The sled used in the test only hit 70 MPH, less than 10 percent of the hyperloop's intended goal of 750. The test took place at DevLoop, Hyperloop One's 105,000 square foot testing area in northern Las Vegas. The testing facility was opened in June 2017, and includes a Hyperloop test track 11 feet wide and 1,640 feet long.
The test pod, made from aluminum and carbon fiber, zipped down the tube by means of electromagnetic propulsion.
"Hyperloop One has accomplished what no one has done before by successfully testing the first full scale Hyperloop system," said co-founder Shervin Pishevar in a statement. "By achieving full vacuum, we essentially invented our own sky in a tube, as if you're flying at 200,000 feet in the air."
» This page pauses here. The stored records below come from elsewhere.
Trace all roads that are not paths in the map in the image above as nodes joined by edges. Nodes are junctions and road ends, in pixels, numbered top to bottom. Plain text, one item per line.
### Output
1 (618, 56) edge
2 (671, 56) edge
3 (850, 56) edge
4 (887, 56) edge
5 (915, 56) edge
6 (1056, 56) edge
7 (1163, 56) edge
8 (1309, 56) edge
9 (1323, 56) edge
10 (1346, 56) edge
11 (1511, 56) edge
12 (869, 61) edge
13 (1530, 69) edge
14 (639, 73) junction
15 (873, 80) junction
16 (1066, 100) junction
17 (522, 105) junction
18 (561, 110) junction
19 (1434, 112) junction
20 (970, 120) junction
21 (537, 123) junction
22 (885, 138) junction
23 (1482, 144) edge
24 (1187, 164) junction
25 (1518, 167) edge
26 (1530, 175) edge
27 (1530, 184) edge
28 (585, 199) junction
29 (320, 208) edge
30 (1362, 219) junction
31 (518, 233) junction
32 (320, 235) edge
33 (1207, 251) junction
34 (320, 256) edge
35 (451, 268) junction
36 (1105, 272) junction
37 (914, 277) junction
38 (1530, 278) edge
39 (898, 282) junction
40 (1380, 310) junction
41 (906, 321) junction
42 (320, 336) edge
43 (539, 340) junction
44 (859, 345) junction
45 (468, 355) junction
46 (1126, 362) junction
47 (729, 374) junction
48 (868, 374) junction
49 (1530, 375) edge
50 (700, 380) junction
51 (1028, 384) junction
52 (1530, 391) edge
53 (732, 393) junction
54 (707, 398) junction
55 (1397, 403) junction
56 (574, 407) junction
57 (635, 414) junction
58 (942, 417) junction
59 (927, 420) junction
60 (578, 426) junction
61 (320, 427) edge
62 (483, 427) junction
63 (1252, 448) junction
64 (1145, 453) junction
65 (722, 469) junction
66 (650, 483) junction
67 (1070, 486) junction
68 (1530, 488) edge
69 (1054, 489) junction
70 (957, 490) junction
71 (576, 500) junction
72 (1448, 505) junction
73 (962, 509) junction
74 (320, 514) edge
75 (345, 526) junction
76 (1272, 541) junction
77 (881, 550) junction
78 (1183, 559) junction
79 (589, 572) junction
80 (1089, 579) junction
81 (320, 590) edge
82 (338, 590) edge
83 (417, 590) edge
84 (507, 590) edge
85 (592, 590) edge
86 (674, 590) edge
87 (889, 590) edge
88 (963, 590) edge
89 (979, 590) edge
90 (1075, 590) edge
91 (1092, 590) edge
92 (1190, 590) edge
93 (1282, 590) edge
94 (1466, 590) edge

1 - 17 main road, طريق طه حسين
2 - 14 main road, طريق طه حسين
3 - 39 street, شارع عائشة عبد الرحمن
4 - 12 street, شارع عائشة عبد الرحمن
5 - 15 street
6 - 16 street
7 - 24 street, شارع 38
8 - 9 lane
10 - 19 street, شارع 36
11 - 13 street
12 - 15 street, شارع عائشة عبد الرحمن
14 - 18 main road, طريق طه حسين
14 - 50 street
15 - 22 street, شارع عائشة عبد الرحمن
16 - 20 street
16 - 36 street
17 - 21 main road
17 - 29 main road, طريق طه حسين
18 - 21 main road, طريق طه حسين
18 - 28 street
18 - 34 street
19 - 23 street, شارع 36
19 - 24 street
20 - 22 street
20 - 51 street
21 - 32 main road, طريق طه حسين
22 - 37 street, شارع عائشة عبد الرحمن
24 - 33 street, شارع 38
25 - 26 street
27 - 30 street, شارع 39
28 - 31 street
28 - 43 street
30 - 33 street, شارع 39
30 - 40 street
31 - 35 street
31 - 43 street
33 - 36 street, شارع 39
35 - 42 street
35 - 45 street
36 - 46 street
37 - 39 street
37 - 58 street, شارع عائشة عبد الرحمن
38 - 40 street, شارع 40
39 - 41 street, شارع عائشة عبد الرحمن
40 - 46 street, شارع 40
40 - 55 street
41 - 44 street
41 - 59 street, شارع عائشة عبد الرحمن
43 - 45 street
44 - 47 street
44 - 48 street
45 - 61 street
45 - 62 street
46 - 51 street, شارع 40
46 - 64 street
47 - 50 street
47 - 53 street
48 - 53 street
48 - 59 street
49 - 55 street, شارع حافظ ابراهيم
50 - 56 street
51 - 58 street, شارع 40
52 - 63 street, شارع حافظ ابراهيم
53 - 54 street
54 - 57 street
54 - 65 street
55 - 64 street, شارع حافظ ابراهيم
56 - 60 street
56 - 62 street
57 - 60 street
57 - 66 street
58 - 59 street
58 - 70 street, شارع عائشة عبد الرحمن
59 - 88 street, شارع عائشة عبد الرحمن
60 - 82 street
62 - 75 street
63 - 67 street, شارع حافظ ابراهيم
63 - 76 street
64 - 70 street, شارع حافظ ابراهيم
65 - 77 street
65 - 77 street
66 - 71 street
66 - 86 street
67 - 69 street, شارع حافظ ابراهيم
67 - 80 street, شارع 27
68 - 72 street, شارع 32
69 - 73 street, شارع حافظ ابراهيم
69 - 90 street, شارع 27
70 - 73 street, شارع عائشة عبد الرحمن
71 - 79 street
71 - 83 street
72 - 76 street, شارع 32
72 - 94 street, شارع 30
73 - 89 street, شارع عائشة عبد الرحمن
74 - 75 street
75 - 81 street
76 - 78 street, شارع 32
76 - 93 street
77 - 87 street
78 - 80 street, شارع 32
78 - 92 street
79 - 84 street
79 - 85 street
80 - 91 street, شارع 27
Pishevar added that the test was the "Kitty Hawk moment" for hyperloop technology, paralleling it to the Wright Brothers' successful test of the first heavier-than-air powered aircraft in Kitty Hawk, North Carolina, in 1903.
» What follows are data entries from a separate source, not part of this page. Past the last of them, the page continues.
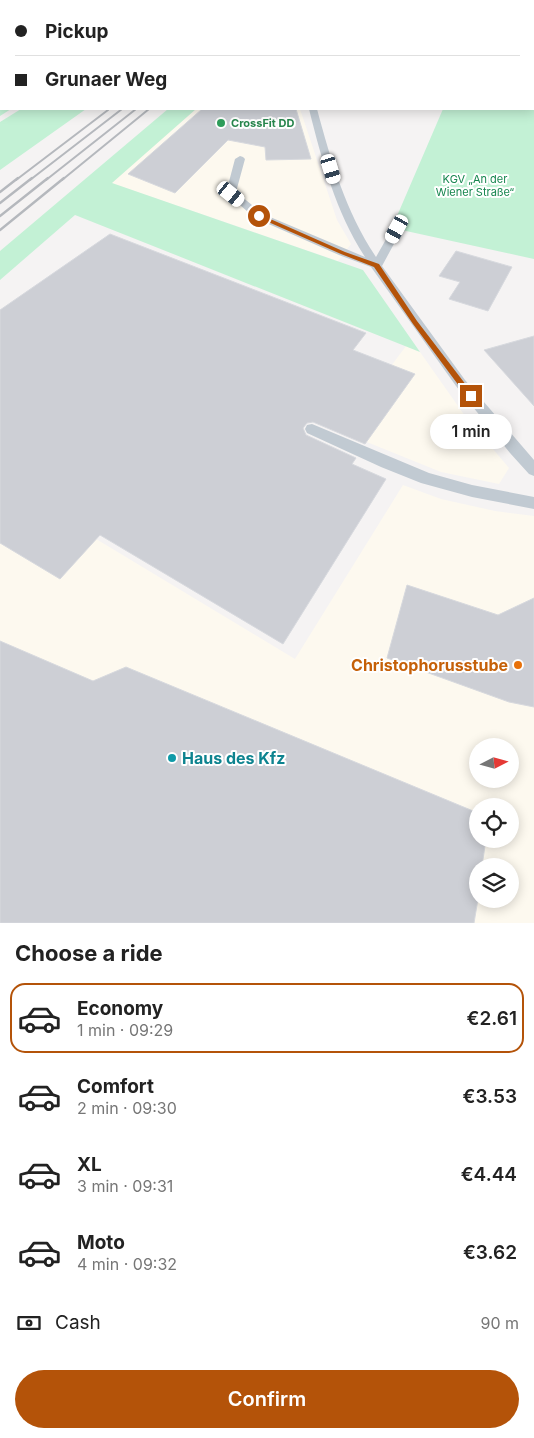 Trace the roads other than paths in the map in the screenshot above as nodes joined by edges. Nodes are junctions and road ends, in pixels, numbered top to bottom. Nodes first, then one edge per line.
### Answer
1 (312, 110) edge
2 (240, 159) dead end
3 (397, 229) dead end
4 (376, 265) junction
5 (312, 429) dead end
6 (534, 470) edge
7 (534, 503) edge

1 - 4 lane
2 - 4 lane
3 - 4 lane
4 - 6 lane
5 - 7 lane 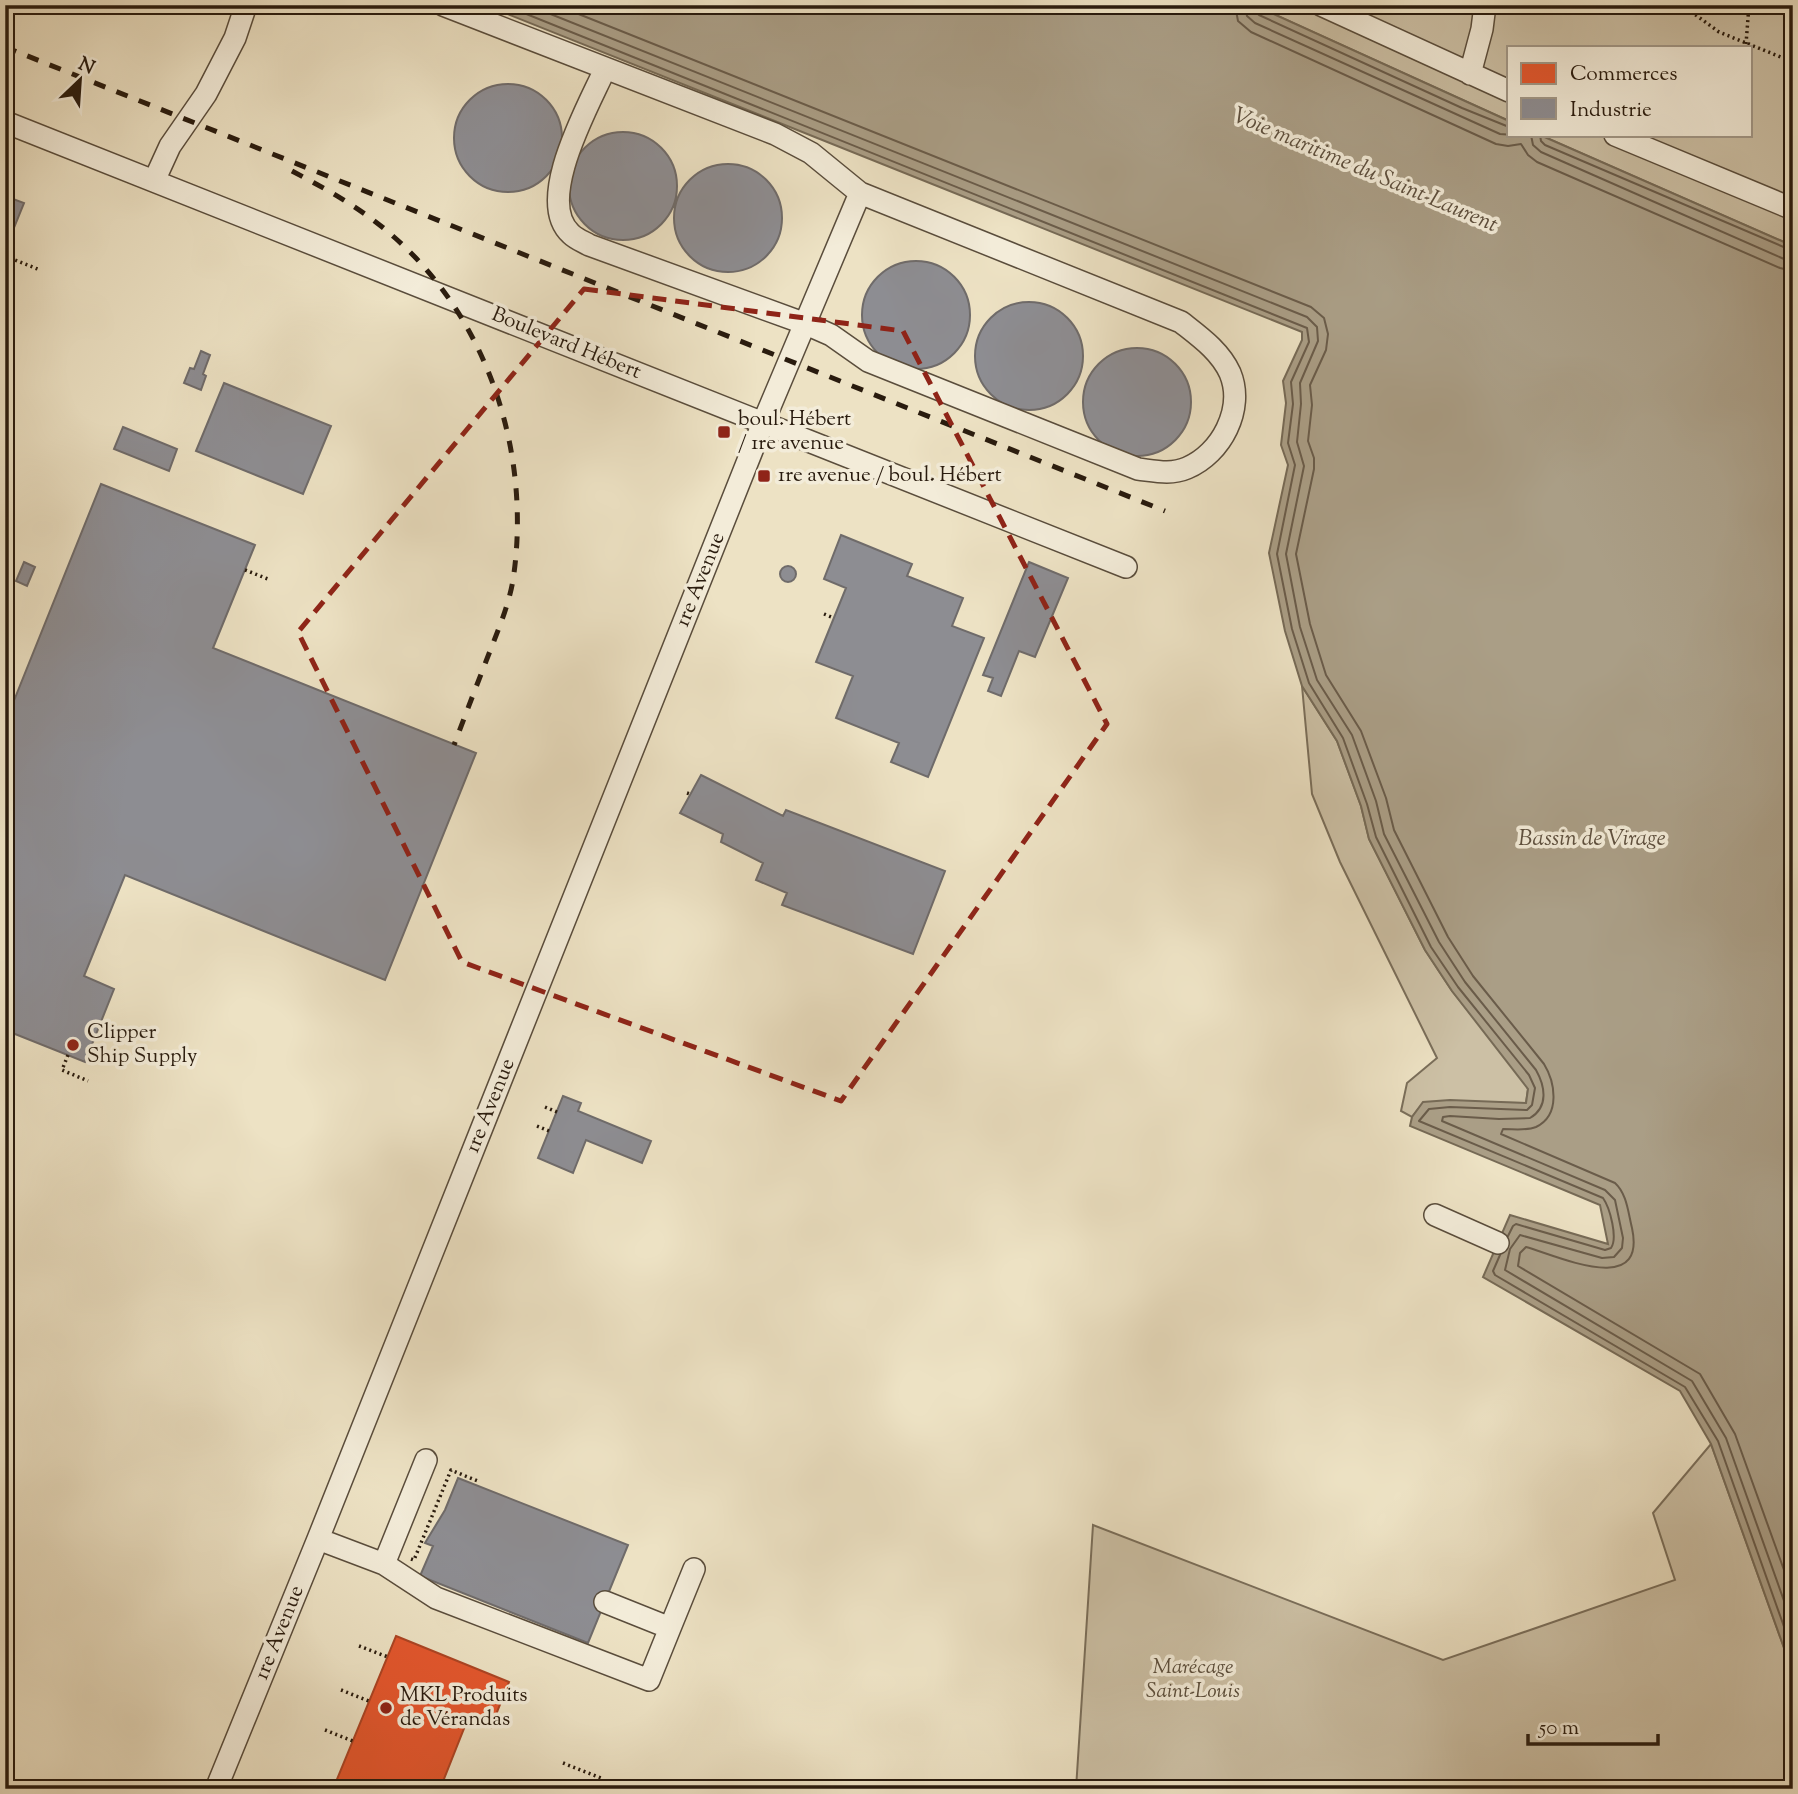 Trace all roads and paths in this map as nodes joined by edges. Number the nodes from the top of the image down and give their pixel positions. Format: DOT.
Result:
graph roads {
  1 [pos="246,5"];
  2 [pos="443,5"];
  3 [pos="1321,5"];
  4 [pos="1485,5"];
  5 [pos="1682,5"];
  6 [pos="1749,5"];
  7 [pos="1746,44"];
  8 [pos="1751,46"];
  9 [pos="1752,46"];
  10 [pos="1793,62"];
  11 [pos="605,69"];
  12 [pos="1471,74"];
  13 [pos="1507,90"];
  14 [pos="5,122"];
  15 [pos="1617,136"];
  16 [pos="154,181"];
  17 [pos="860,193"];
  18 [pos="1793,209"];
  19 [pos="5,256"];
  20 [pos="40,271"];
  21 [pos="806,324"];
  22 [pos="763,423"];
  23 [pos="1126,567"];
  24 [pos="245,570"];
  25 [pos="268,579"];
  26 [pos="824,614"];
  27 [pos="834,618"];
  28 [pos="68,1055"];
  29 [pos="88,1081"];
  30 [pos="545,1107"];
  31 [pos="557,1112"];
  32 [pos="537,1126"];
  33 [pos="549,1131"];
  34 [pos="1435,1215"];
  35 [pos="1498,1243"];
  36 [pos="426,1460"];
  37 [pos="480,1482"];
  38 [pos="318,1539"];
  39 [pos="406,1557"];
  40 [pos="384,1564"];
  41 [pos="694,1569"];
  42 [pos="605,1602"];
  43 [pos="670,1628"];
  44 [pos="359,1646"];
  45 [pos="388,1657"];
  46 [pos="341,1690"];
  47 [pos="369,1701"];
  48 [pos="325,1730"];
  49 [pos="353,1741"];
  50 [pos="563,1763"];
  51 [pos="601,1778"];
  52 [pos="216,1789"];
  1 -- 16 [label="street"];
  2 -- 11 [label="street"];
  3 -- 12 [label="street"];
  4 -- 12 [label="street"];
  5 -- 7 [label="path"];
  6 -- 7 [label="path"];
  7 -- 8 [label="path"];
  9 -- 10 [label="path"];
  11 -- 17 [label="street"];
  11 -- 21 [label="street"];
  12 -- 13 [label="street"];
  14 -- 16 [label="street, Boulevard Hébert"];
  15 -- 18 [label="street"];
  16 -- 22 [label="street, Boulevard Hébert"];
  17 -- 21 [label="street, 1re Avenue"];
  17 -- 21 [label="street"];
  19 -- 20 [label="path"];
  21 -- 22 [label="street, 1re Avenue"];
  22 -- 23 [label="street, Boulevard Hébert"];
  22 -- 38 [label="street, 1re Avenue"];
  24 -- 25 [label="path"];
  26 -- 27 [label="path"];
  28 -- 29 [label="path"];
  30 -- 31 [label="path"];
  32 -- 33 [label="path"];
  34 -- 35 [label="street"];
  36 -- 40 [label="street"];
  37 -- 39 [label="path"];
  38 -- 40 [label="street"];
  38 -- 52 [label="street, 1re Avenue"];
  40 -- 43 [label="street"];
  41 -- 43 [label="street"];
  42 -- 43 [label="street"];
  44 -- 45 [label="path"];
  46 -- 47 [label="path"];
  48 -- 49 [label="path"];
  50 -- 51 [label="path"];
}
Hyperloop One said that their next goal is to get their aluminum-and-carbon-fiber pods to hit 250 mph.
Here's how it's supposed to work. A hyperloop vehicle looks pretty similar to a regular train, except it doesn't have any wheels. It also doesn't move along a track. Instead, the car moves as a pod through a pressurized, vacuum-sealed tube called a hypertube. Without the friction of the track to slow it down, the capsule could in theory move at speeds close to Mach 1. That's three times as fast as the most advanced commercial trains operating in the world today.
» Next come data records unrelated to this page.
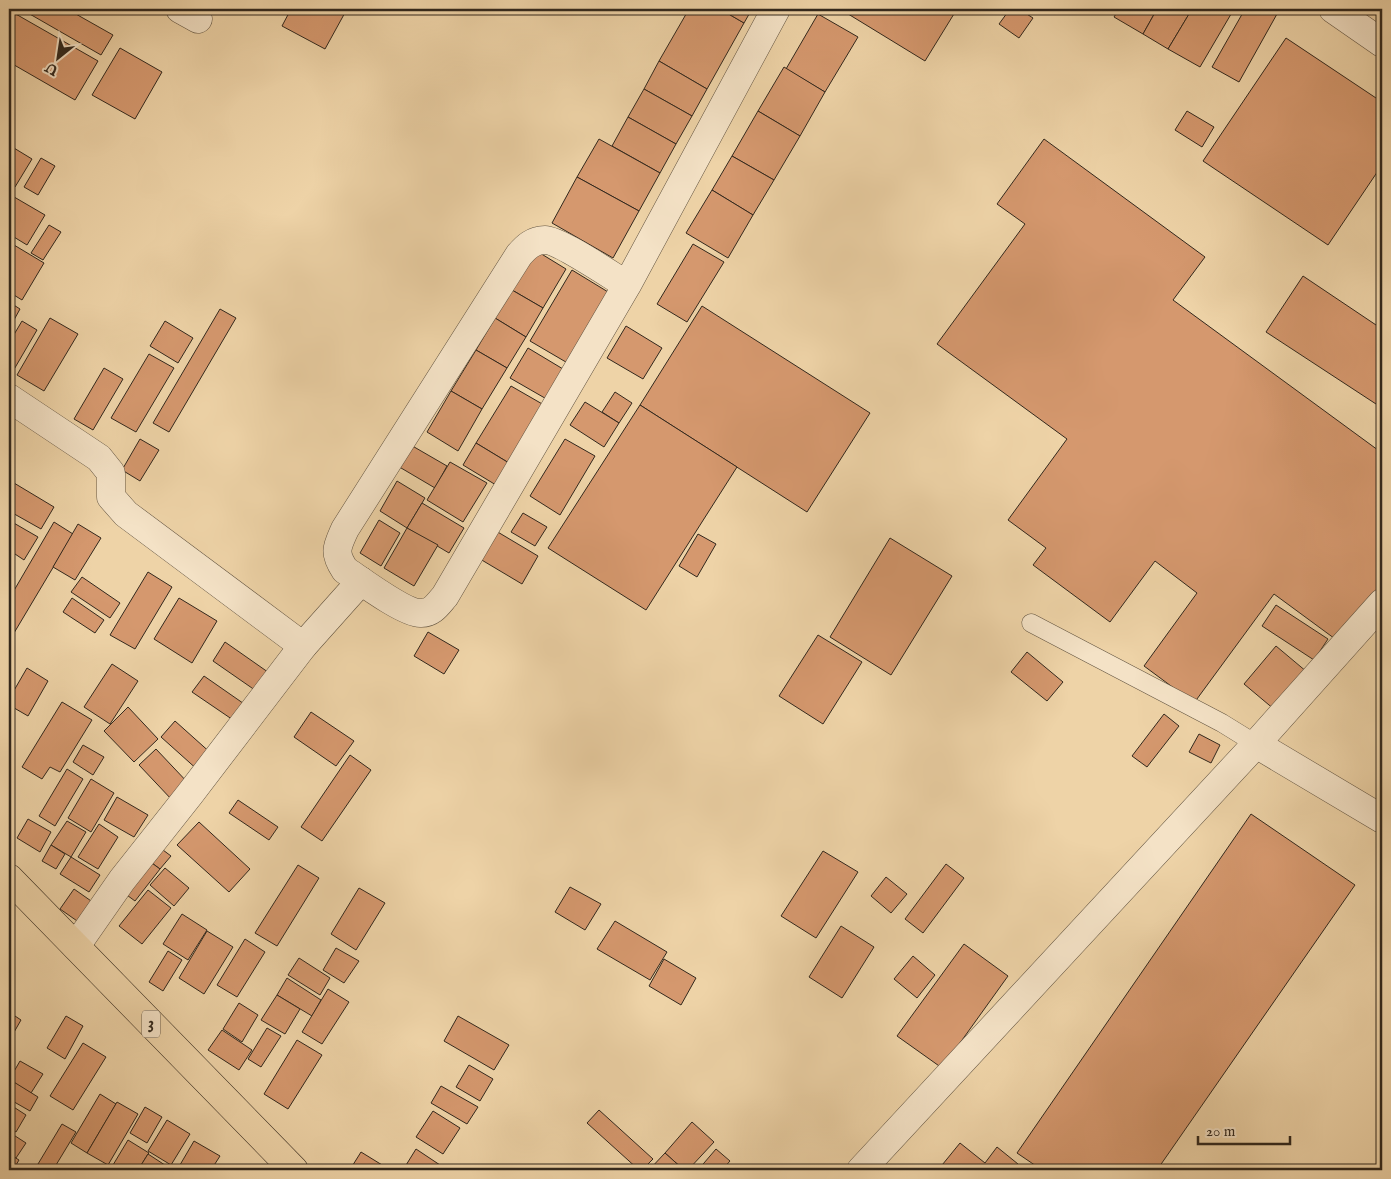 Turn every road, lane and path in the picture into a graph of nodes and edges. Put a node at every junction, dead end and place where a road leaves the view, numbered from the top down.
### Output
1 (776, 9) edge
2 (1334, 9) edge
3 (1382, 43) edge
4 (627, 285) junction
5 (10, 402) edge
6 (360, 581) junction
7 (1382, 603) edge
8 (1031, 623) dead end
9 (303, 646) junction
10 (1256, 744) junction
11 (1382, 819) edge
12 (9, 878) edge
13 (76, 946) junction
14 (876, 1166) edge
15 (294, 1170) edge

1 - 4 street
2 - 3 street
4 - 6 street
4 - 6 street
5 - 9 street
6 - 9 street
7 - 10 street
8 - 10 lane
9 - 13 street
10 - 11 street
10 - 14 street
12 - 13 highway, 3
13 - 15 highway, 3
A hyperloop could make its way from New York City to Los Angeles in less than four hours in weather-free, crash-proof, power-efficient travel, all "at the price of a bus ticket" as Hyperloop Chief Engineer Josh Giegel told Engadget in November 2016. The technology is still in the exploratory phase but Hyperloop One seeks to be the first to elevate it to commercial viability.
Numerous cities, states and organizations have expressed interest in high-tech hyperloop technology. The United Arab Emirates might be chief among them, as it would take less than 10 minutes to get from Dubai to Abu Dhabi with a fully operational hyperloop.
The Czech Republic and Slovakia have inked "exploratory agreements" with Hyperloop Transportation Technologies, one of Hyperloop One's main competitors. Numerous other countries, including Finland, India, the Netherlands, Norway, Sweden, Switzerland, Russia, South Korea, the United Kingdom and the United States have also expressed interest in the technology.